If you remember your freshman year computer science course, regular languages are the simplest type of formal language (described by a regular expression) and can be described by a finite number of states (finite automata). Context-free grammars (CFGs) are a step up in complexity from regular languages. For example, they might define a language of all strings with balanced parentheses (you can’t do this with regular languages).
I’ve implemented this in ParserLLM. You’ll need (1) a prompt and a (2) context-free grammar to restrict the output.

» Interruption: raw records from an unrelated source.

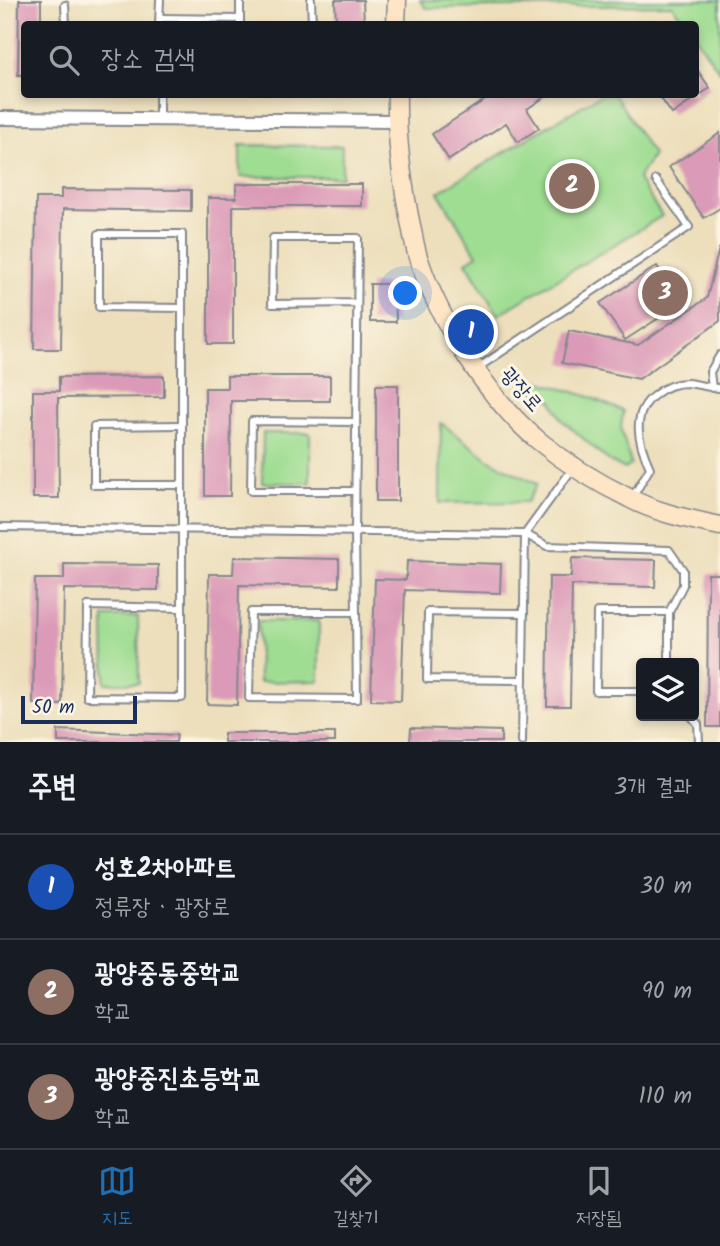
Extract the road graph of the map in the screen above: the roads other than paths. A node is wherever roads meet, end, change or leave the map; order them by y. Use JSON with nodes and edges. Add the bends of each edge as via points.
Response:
{"nodes":[{"id":1,"x":160,"y":0,"type":"edge"},
{"id":2,"x":240,"y":0,"type":"edge"},
{"id":3,"x":312,"y":0,"type":"edge"},
{"id":4,"x":397,"y":0,"type":"edge"},
{"id":5,"x":65,"y":5,"type":"dead end"},
{"id":6,"x":66,"y":21,"type":"edge"},
{"id":7,"x":160,"y":21,"type":"edge"},
{"id":8,"x":240,"y":21,"type":"edge"},
{"id":9,"x":312,"y":21,"type":"edge"},
{"id":10,"x":396,"y":21,"type":"edge"},
{"id":11,"x":159,"y":98,"type":"edge"},
{"id":12,"x":397,"y":98,"type":"edge"},
{"id":13,"x":0,"y":118,"type":"edge"},
{"id":14,"x":159,"y":118,"type":"junction"},
{"id":15,"x":396,"y":121,"type":"junction"},
{"id":16,"x":656,"y":180,"type":"dead end"},
{"id":17,"x":357,"y":303,"type":"junction"},
{"id":18,"x":182,"y":308,"type":"junction"},
{"id":19,"x":720,"y":355,"type":"edge"},
{"id":20,"x":477,"y":369,"type":"junction"},
{"id":21,"x":712,"y":388,"type":"junction"},
{"id":22,"x":720,"y":388,"type":"edge"},
{"id":23,"x":356,"y":422,"type":"junction"},
{"id":24,"x":182,"y":425,"type":"junction"},
{"id":25,"x":574,"y":467,"type":"junction"},
{"id":26,"x":182,"y":485,"type":"junction"},
{"id":27,"x":355,"y":492,"type":"junction"},
{"id":28,"x":631,"y":499,"type":"junction"},
{"id":29,"x":720,"y":526,"type":"edge"},
{"id":30,"x":0,"y":527,"type":"edge"},
{"id":31,"x":182,"y":529,"type":"junction"},
{"id":32,"x":355,"y":532,"type":"junction"},
{"id":33,"x":524,"y":534,"type":"junction"},
{"id":34,"x":182,"y":608,"type":"junction"},
{"id":35,"x":355,"y":612,"type":"junction"},
{"id":36,"x":669,"y":612,"type":"junction"},
{"id":37,"x":524,"y":613,"type":"junction"},
{"id":38,"x":669,"y":658,"type":"edge"},
{"id":39,"x":523,"y":680,"type":"junction"},
{"id":40,"x":636,"y":691,"type":"edge"},
{"id":41,"x":695,"y":721,"type":"edge"},
{"id":42,"x":522,"y":742,"type":"edge"},
{"id":43,"x":699,"y":742,"type":"edge"}],
"edges":[{"from":1,"to":7,"type":"lane"},
{"from":2,"to":8,"type":"lane"},
{"from":3,"to":9,"type":"lane"},
{"from":4,"to":10,"type":"street"},
{"from":5,"to":6,"type":"lane"},
{"from":11,"to":14,"type":"lane"},
{"from":12,"to":15,"type":"street","name":"광장로"},
{"from":13,"to":14,"type":"street"},
{"from":14,"to":15,"type":"street"},
{"from":15,"to":20,"type":"street","name":"광장로","via":[[401,174],[418,256],[448,324]]},
{"from":16,"to":20,"type":"lane","via":[[689,227]]},
{"from":17,"to":17,"type":"lane","via":[[358,238],[273,238],[272,303]]},
{"from":17,"to":23,"type":"lane"},
{"from":18,"to":18,"type":"lane","via":[[182,234],[99,234],[99,307]]},
{"from":18,"to":24,"type":"lane"},
{"from":19,"to":21,"type":"lane","via":[[710,372]]},
{"from":20,"to":25,"type":"street","name":"광장로","via":[[513,415]]},
{"from":21,"to":22,"type":"lane"},
{"from":21,"to":28,"type":"lane","via":[[686,383],[665,387],[645,402],[638,422],[641,448],[650,468]]},
{"from":23,"to":27,"type":"lane"},
{"from":23,"to":27,"type":"lane","via":[[252,421],[251,491]]},
{"from":24,"to":26,"type":"lane"},
{"from":24,"to":26,"type":"lane","via":[[94,426],[94,485]]},
{"from":25,"to":28,"type":"street","name":"광장로"},
{"from":25,"to":33,"type":"lane"},
{"from":26,"to":31,"type":"lane"},
{"from":27,"to":32,"type":"lane"},
{"from":28,"to":29,"type":"street","name":"광장로"},
{"from":30,"to":31,"type":"lane"},
{"from":31,"to":32,"type":"lane"},
{"from":31,"to":34,"type":"lane"},
{"from":32,"to":33,"type":"lane"},
{"from":32,"to":35,"type":"lane"},
{"from":33,"to":36,"type":"lane","via":[[547,546],[669,550],[683,570],[683,586]]},
{"from":33,"to":37,"type":"lane"},
{"from":34,"to":34,"type":"lane","via":[[182,698],[87,697],[88,606]]},
{"from":35,"to":35,"type":"lane","via":[[356,699],[249,698],[251,612]]},
{"from":36,"to":38,"type":"lane"},
{"from":36,"to":40,"type":"lane","via":[[597,612],[596,691]]},
{"from":37,"to":39,"type":"lane"},
{"from":37,"to":39,"type":"lane","via":[[428,612],[427,679]]},
{"from":39,"to":42,"type":"lane"},
{"from":41,"to":43,"type":"lane"}]}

The general strategy goes like this:
First, define a context-free grammar. You might use this for a simplified version of JSON (in EBNF form):
?start: value
?value: object
| array
| string
| "true" -> true
| "false" -> false
| "null" -> null
array : "[" [value ("," value)*] "]"
object : "{" [pair ("," pair)*] "}"
pair : string ":" value
string : ESCAPED_STRING
%import common.ESCAPED_STRING
%import common.SIGNED_NUMBER
%import common.WS
%ignore WS
Next, to practically support multiple CFGs, use a parser generator to parse the language. In the example, I use Lark, simply because it’s written in Python and fairly easy to use.
We’ll run the partial output through the parser generator. At step zero, this is just the empty string. The parser will return all of the possible next tokens. You can see the valid first completion of this grammar is any “value,” which can be an array, string, true/false, or null. This means the valid starting tokens are `{`, `[`, `”`, `”true”`, `”false”`, and `”null”`.
Next, we’ll compile those tokens to their regular expressions. Now we have an equivalent problem to ReLLM. Simply run the regexps through ReLLM to generate the next possible token. ReLLM will squash the logits of the non-matching characters and the LLM will only consider valid partial or full next tokens.
Iterate until max tokens are reached, or the parser sees only an empty string or stop token as the next token.
Some interesting features:
You can describe the syntax of most programming and configuration languages as a CFG.
The LLM won’t produce an invalid result, but there’s no guarantee it will finish and produce a stop token.
I continue to be amazed at the usefulness of LLMs. Great work here.